Par Nicolas Framont (revue de presse : Frustration Magazine – 13/5/21)*
Il y a peu d’exemples aussi frappants du rôle du langage dans la déformation d’une réalité que celle de l’entreprise d’apartheid de l’Etat colonialiste d’Israël, pardon, du « conflit israélo-palestinien ». Que s’est-il passé ces dix derniers jours au Proche-Orient ? Un quartier de Jérusalem est en train d’être vidé de ses habitants palestiniens au profit de colons israéliens, énième épisode d’un État colonial dirigé en ce moment par un gouvernement d’extrême-droite. Les protestations des Palestiniens ont été violemment réprimées par la police israélienne.
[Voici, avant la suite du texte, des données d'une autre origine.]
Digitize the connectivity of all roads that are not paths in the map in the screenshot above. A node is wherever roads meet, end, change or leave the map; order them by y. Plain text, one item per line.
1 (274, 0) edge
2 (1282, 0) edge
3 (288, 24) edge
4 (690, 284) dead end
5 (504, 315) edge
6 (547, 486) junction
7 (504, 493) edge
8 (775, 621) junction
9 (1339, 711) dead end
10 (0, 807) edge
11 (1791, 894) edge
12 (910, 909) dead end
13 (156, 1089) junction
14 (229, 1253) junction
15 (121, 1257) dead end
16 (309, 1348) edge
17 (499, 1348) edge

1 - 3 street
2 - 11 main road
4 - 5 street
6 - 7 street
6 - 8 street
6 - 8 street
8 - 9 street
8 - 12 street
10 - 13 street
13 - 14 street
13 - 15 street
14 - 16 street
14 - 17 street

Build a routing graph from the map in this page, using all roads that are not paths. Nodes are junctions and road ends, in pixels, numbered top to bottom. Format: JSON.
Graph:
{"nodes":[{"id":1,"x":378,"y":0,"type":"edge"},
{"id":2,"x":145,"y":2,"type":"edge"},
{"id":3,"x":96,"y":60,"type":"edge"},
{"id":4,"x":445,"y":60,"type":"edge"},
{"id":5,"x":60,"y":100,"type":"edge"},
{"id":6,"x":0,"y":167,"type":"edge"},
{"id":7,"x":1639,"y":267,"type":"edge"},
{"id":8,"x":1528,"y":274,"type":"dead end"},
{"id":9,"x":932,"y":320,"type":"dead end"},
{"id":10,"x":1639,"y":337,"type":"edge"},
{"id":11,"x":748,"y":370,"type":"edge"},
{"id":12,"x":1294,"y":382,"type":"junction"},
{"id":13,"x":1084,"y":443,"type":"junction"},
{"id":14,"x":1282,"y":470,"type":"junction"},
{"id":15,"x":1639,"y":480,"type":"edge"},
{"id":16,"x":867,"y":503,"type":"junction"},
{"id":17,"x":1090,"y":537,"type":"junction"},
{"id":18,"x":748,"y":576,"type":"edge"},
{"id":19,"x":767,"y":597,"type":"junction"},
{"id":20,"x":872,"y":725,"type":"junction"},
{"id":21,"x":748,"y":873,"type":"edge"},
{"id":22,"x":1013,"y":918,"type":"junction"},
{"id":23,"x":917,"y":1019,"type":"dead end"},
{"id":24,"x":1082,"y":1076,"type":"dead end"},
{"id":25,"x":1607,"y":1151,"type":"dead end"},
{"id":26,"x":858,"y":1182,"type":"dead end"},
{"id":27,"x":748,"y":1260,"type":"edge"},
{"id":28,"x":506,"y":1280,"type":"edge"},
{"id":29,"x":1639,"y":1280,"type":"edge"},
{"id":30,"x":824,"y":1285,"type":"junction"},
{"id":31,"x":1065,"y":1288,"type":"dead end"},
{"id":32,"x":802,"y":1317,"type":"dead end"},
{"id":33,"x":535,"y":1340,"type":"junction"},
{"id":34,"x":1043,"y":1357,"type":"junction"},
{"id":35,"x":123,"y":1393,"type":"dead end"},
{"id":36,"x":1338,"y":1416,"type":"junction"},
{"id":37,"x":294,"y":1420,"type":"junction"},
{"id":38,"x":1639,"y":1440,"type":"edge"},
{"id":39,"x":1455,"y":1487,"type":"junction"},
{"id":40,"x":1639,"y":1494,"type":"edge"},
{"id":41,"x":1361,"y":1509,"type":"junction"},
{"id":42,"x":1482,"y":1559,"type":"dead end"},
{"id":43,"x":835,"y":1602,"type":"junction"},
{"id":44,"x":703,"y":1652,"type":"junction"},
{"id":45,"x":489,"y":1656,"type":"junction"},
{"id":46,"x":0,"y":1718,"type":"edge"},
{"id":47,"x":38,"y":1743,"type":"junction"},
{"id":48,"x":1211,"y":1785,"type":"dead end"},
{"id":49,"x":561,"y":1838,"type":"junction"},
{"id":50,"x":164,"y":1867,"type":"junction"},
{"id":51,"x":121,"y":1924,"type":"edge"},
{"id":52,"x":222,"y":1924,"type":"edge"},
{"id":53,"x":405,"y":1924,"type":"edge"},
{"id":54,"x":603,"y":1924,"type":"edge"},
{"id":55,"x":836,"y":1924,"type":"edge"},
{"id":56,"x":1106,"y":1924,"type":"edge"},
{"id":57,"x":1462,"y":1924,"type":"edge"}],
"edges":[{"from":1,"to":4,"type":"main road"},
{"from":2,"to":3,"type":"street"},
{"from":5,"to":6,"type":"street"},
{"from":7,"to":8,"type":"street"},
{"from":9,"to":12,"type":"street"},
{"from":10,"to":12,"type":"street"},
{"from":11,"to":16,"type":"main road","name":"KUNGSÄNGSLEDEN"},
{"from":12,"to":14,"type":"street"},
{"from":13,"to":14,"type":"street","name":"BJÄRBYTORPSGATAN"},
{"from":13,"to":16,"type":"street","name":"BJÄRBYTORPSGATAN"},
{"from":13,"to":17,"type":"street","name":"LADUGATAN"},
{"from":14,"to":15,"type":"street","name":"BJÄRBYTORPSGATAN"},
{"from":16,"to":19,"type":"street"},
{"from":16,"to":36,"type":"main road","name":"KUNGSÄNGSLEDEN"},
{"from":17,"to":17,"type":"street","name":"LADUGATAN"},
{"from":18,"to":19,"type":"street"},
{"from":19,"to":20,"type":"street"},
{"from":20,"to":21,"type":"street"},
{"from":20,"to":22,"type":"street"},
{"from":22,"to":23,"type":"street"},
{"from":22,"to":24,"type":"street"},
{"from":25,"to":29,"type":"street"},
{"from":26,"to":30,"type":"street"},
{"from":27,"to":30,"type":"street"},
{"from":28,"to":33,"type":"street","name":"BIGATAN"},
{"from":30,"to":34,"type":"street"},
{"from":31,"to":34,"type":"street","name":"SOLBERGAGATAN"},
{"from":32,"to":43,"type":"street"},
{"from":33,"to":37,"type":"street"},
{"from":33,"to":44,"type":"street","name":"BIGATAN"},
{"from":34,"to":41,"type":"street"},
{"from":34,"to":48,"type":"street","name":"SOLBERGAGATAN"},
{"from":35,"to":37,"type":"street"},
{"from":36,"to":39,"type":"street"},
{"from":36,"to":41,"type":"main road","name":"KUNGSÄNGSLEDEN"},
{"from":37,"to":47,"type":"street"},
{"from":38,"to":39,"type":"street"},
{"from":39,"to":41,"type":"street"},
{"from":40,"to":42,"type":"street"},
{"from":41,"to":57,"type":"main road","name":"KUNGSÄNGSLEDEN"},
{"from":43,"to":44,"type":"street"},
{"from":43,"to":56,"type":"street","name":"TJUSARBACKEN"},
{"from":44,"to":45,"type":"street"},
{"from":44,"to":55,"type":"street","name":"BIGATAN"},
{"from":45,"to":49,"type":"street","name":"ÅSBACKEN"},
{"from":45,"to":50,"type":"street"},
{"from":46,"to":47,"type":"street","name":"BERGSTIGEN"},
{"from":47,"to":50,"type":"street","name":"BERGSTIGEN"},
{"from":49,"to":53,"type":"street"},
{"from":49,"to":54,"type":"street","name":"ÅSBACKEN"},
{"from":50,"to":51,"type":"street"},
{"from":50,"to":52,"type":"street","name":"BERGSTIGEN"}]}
En représailles, des roquettes ont été tirées depuis la bande de Gaza, cette prison à ciel ouvert coupée du monde par un blocus israélien depuis plus de dix ans, et où la situation des habitants est devenue, aux dires de l’ONU, « invivable ». L’armée israélienne a répliqué par des bombardements, pardon, des « frappes » (plus précises, ciblées et plus « pro »).
Cet épisode d’une guerre coloniale que beaucoup d’entre nous ont toujours connu n’est pourtant pas décrit en ces termes. A lire la presse cette semaine, il y aurait à Jérusalem « des affrontements », des « heurts », une « escalade de la violence » entre deux peuples ennemis. Qu’importe qu’il y ait d’un côté des manifestants et de l’autre la police armée, d’un côté la bande de Gaza et de l’autre une puissance nucléaire. A entendre nos médias, on est dans une guerre à armes égales, voire avec un côté plus légitime que d’autre… Exemples : « International : pluie mortelle de roquettes sur Tel-Aviv, frappes musclées d’Israël sur Gaza », titrent Challenges, la Provence ou Nice Matin, reprenant une dépêche AFP. La mort d’un côté, les muscles de l’autre : la sacro-sainte « neutralité journalistique » en pleine action. Et sur France Info, on pouvait entendre que « l’aviation a mené des raids à Gaza et les groupes armés palestiniens bombardent Israël ». Vous avez dit « journalisme militant » ?
Par le miracle des mots, la répression menée par un État colonialiste ayant instauré un régime d’Apartheid devient la réaction légitime et courageuse (« musclée ») d’un pays exposé à la barbarie de terroristes assoiffés de sang.